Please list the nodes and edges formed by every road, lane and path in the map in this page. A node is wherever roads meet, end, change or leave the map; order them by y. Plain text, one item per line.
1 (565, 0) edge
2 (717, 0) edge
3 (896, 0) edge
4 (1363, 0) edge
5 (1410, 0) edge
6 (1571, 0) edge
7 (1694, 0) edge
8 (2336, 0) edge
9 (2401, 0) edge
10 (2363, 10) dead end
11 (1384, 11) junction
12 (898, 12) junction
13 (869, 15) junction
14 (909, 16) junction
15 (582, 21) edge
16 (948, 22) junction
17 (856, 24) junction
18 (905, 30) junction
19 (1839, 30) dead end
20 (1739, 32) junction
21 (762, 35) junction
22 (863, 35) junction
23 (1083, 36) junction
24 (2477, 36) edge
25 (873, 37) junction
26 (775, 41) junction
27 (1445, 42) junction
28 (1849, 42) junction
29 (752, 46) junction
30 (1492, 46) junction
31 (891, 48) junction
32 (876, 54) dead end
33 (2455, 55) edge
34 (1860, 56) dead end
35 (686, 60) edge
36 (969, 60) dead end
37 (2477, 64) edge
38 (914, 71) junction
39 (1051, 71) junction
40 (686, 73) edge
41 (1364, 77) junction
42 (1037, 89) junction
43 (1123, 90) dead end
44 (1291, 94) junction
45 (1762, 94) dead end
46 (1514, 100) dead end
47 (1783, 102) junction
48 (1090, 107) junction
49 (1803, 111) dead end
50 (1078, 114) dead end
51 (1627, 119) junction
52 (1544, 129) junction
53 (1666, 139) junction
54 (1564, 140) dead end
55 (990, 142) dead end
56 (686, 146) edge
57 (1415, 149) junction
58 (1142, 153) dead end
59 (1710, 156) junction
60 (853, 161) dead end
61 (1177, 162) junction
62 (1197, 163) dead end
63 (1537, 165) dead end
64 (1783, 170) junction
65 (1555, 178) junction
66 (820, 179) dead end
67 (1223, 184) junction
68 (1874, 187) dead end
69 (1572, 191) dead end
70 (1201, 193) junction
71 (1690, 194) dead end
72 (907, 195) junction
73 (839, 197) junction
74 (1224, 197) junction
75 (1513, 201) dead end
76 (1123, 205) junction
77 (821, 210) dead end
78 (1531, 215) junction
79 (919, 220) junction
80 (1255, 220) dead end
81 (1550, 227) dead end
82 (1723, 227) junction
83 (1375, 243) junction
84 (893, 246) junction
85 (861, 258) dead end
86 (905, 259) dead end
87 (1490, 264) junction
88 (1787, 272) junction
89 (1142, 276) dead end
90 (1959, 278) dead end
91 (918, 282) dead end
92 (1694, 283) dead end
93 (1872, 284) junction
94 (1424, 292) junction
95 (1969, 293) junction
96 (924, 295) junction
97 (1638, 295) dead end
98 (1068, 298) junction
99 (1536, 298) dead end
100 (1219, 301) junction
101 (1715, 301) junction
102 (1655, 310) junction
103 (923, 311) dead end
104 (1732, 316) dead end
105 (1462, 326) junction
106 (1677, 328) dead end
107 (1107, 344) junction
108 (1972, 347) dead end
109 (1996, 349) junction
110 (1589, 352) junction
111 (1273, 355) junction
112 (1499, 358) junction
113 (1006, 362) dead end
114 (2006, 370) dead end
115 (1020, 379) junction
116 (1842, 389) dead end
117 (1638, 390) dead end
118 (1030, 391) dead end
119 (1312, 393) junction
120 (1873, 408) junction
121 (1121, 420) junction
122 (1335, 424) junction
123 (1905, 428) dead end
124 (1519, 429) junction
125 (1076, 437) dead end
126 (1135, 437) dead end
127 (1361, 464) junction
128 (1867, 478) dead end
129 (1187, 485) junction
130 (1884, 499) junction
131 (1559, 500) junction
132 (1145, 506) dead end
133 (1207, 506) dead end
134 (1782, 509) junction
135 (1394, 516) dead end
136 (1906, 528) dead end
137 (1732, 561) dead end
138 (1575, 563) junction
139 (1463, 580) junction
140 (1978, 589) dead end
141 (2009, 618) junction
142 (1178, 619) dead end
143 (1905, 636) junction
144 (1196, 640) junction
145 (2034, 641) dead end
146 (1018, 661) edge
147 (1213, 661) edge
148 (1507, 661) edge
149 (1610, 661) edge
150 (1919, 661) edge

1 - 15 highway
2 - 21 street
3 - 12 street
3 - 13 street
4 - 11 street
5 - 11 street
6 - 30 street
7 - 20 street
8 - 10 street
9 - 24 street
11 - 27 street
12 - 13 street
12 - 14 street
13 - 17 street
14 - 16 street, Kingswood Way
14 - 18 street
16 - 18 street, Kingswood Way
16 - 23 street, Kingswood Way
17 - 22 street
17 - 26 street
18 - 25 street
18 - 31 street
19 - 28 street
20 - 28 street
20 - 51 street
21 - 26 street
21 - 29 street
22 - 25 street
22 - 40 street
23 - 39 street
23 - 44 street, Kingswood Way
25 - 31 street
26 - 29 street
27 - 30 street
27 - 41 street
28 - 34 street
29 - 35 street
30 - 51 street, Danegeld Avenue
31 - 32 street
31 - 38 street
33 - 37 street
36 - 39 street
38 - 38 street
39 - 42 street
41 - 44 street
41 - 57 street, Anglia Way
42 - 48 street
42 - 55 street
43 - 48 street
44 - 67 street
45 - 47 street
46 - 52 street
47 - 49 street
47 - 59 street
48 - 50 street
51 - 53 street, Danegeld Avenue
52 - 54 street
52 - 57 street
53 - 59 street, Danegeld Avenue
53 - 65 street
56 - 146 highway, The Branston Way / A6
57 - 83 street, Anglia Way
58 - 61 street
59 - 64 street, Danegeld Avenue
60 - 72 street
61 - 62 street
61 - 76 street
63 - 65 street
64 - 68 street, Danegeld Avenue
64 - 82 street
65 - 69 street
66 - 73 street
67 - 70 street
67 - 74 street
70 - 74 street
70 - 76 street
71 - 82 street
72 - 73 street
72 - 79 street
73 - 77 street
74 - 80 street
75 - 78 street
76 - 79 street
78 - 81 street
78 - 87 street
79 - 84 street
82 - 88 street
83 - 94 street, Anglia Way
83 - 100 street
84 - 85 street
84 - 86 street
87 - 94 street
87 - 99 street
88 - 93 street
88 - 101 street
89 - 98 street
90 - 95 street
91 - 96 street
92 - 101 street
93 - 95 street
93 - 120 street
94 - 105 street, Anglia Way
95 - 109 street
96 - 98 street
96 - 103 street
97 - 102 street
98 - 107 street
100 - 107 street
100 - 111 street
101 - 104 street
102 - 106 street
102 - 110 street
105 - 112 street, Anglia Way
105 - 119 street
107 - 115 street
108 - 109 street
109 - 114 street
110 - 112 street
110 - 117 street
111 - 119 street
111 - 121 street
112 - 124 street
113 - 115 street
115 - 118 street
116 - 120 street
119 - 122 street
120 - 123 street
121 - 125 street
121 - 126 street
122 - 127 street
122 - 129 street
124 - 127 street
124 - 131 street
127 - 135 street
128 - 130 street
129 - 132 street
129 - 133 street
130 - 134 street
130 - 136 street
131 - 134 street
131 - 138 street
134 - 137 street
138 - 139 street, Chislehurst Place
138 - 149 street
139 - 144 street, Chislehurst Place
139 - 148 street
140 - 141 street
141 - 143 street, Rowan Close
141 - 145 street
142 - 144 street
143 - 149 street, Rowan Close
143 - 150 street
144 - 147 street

What is expected: The response should be every record above restated exactly.

Answer for the task:
Please list the nodes and edges formed by every road, lane and path in the map in this page. A node is wherever roads meet, end, change or leave the map; order them by y. Plain text, one item per line.
1 (565, 0) edge
2 (717, 0) edge
3 (896, 0) edge
4 (1363, 0) edge
5 (1410, 0) edge
6 (1571, 0) edge
7 (1694, 0) edge
8 (2336, 0) edge
9 (2401, 0) edge
10 (2363, 10) dead end
11 (1384, 11) junction
12 (898, 12) junction
13 (869, 15) junction
14 (909, 16) junction
15 (582, 21) edge
16 (948, 22) junction
17 (856, 24) junction
18 (905, 30) junction
19 (1839, 30) dead end
20 (1739, 32) junction
21 (762, 35) junction
22 (863, 35) junction
23 (1083, 36) junction
24 (2477, 36) edge
25 (873, 37) junction
26 (775, 41) junction
27 (1445, 42) junction
28 (1849, 42) junction
29 (752, 46) junction
30 (1492, 46) junction
31 (891, 48) junction
32 (876, 54) dead end
33 (2455, 55) edge
34 (1860, 56) dead end
35 (686, 60) edge
36 (969, 60) dead end
37 (2477, 64) edge
38 (914, 71) junction
39 (1051, 71) junction
40 (686, 73) edge
41 (1364, 77) junction
42 (1037, 89) junction
43 (1123, 90) dead end
44 (1291, 94) junction
45 (1762, 94) dead end
46 (1514, 100) dead end
47 (1783, 102) junction
48 (1090, 107) junction
49 (1803, 111) dead end
50 (1078, 114) dead end
51 (1627, 119) junction
52 (1544, 129) junction
53 (1666, 139) junction
54 (1564, 140) dead end
55 (990, 142) dead end
56 (686, 146) edge
57 (1415, 149) junction
58 (1142, 153) dead end
59 (1710, 156) junction
60 (853, 161) dead end
61 (1177, 162) junction
62 (1197, 163) dead end
63 (1537, 165) dead end
64 (1783, 170) junction
65 (1555, 178) junction
66 (820, 179) dead end
67 (1223, 184) junction
68 (1874, 187) dead end
69 (1572, 191) dead end
70 (1201, 193) junction
71 (1690, 194) dead end
72 (907, 195) junction
73 (839, 197) junction
74 (1224, 197) junction
75 (1513, 201) dead end
76 (1123, 205) junction
77 (821, 210) dead end
78 (1531, 215) junction
79 (919, 220) junction
80 (1255, 220) dead end
81 (1550, 227) dead end
82 (1723, 227) junction
83 (1375, 243) junction
84 (893, 246) junction
85 (861, 258) dead end
86 (905, 259) dead end
87 (1490, 264) junction
88 (1787, 272) junction
89 (1142, 276) dead end
90 (1959, 278) dead end
91 (918, 282) dead end
92 (1694, 283) dead end
93 (1872, 284) junction
94 (1424, 292) junction
95 (1969, 293) junction
96 (924, 295) junction
97 (1638, 295) dead end
98 (1068, 298) junction
99 (1536, 298) dead end
100 (1219, 301) junction
101 (1715, 301) junction
102 (1655, 310) junction
103 (923, 311) dead end
104 (1732, 316) dead end
105 (1462, 326) junction
106 (1677, 328) dead end
107 (1107, 344) junction
108 (1972, 347) dead end
109 (1996, 349) junction
110 (1589, 352) junction
111 (1273, 355) junction
112 (1499, 358) junction
113 (1006, 362) dead end
114 (2006, 370) dead end
115 (1020, 379) junction
116 (1842, 389) dead end
117 (1638, 390) dead end
118 (1030, 391) dead end
119 (1312, 393) junction
120 (1873, 408) junction
121 (1121, 420) junction
122 (1335, 424) junction
123 (1905, 428) dead end
124 (1519, 429) junction
125 (1076, 437) dead end
126 (1135, 437) dead end
127 (1361, 464) junction
128 (1867, 478) dead end
129 (1187, 485) junction
130 (1884, 499) junction
131 (1559, 500) junction
132 (1145, 506) dead end
133 (1207, 506) dead end
134 (1782, 509) junction
135 (1394, 516) dead end
136 (1906, 528) dead end
137 (1732, 561) dead end
138 (1575, 563) junction
139 (1463, 580) junction
140 (1978, 589) dead end
141 (2009, 618) junction
142 (1178, 619) dead end
143 (1905, 636) junction
144 (1196, 640) junction
145 (2034, 641) dead end
146 (1018, 661) edge
147 (1213, 661) edge
148 (1507, 661) edge
149 (1610, 661) edge
150 (1919, 661) edge

1 - 15 highway
2 - 21 street
3 - 12 street
3 - 13 street
4 - 11 street
5 - 11 street
6 - 30 street
7 - 20 street
8 - 10 street
9 - 24 street
11 - 27 street
12 - 13 street
12 - 14 street
13 - 17 street
14 - 16 street, Kingswood Way
14 - 18 street
16 - 18 street, Kingswood Way
16 - 23 street, Kingswood Way
17 - 22 street
17 - 26 street
18 - 25 street
18 - 31 street
19 - 28 street
20 - 28 street
20 - 51 street
21 - 26 street
21 - 29 street
22 - 25 street
22 - 40 street
23 - 39 street
23 - 44 street, Kingswood Way
25 - 31 street
26 - 29 street
27 - 30 street
27 - 41 street
28 - 34 street
29 - 35 street
30 - 51 street, Danegeld Avenue
31 - 32 street
31 - 38 street
33 - 37 street
36 - 39 street
38 - 38 street
39 - 42 street
41 - 44 street
41 - 57 street, Anglia Way
42 - 48 street
42 - 55 street
43 - 48 street
44 - 67 street
45 - 47 street
46 - 52 street
47 - 49 street
47 - 59 street
48 - 50 street
51 - 53 street, Danegeld Avenue
52 - 54 street
52 - 57 street
53 - 59 street, Danegeld Avenue
53 - 65 street
56 - 146 highway, The Branston Way / A6
57 - 83 street, Anglia Way
58 - 61 street
59 - 64 street, Danegeld Avenue
60 - 72 street
61 - 62 street
61 - 76 street
63 - 65 street
64 - 68 street, Danegeld Avenue
64 - 82 street
65 - 69 street
66 - 73 street
67 - 70 street
67 - 74 street
70 - 74 street
70 - 76 street
71 - 82 street
72 - 73 street
72 - 79 street
73 - 77 street
74 - 80 street
75 - 78 street
76 - 79 street
78 - 81 street
78 - 87 street
79 - 84 street
82 - 88 street
83 - 94 street, Anglia Way
83 - 100 street
84 - 85 street
84 - 86 street
87 - 94 street
87 - 99 street
88 - 93 street
88 - 101 street
89 - 98 street
90 - 95 street
91 - 96 street
92 - 101 street
93 - 95 street
93 - 120 street
94 - 105 street, Anglia Way
95 - 109 street
96 - 98 street
96 - 103 street
97 - 102 street
98 - 107 street
100 - 107 street
100 - 111 street
101 - 104 street
102 - 106 street
102 - 110 street
105 - 112 street, Anglia Way
105 - 119 street
107 - 115 street
108 - 109 street
109 - 114 street
110 - 112 street
110 - 117 street
111 - 119 street
111 - 121 street
112 - 124 street
113 - 115 street
115 - 118 street
116 - 120 street
119 - 122 street
120 - 123 street
121 - 125 street
121 - 126 street
122 - 127 street
122 - 129 street
124 - 127 street
124 - 131 street
127 - 135 street
128 - 130 street
129 - 132 street
129 - 133 street
130 - 134 street
130 - 136 street
131 - 134 street
131 - 138 street
134 - 137 street
138 - 139 street, Chislehurst Place
138 - 149 street
139 - 144 street, Chislehurst Place
139 - 148 street
140 - 141 street
141 - 143 street, Rowan Close
141 - 145 street
142 - 144 street
143 - 149 street, Rowan Close
143 - 150 street
144 - 147 street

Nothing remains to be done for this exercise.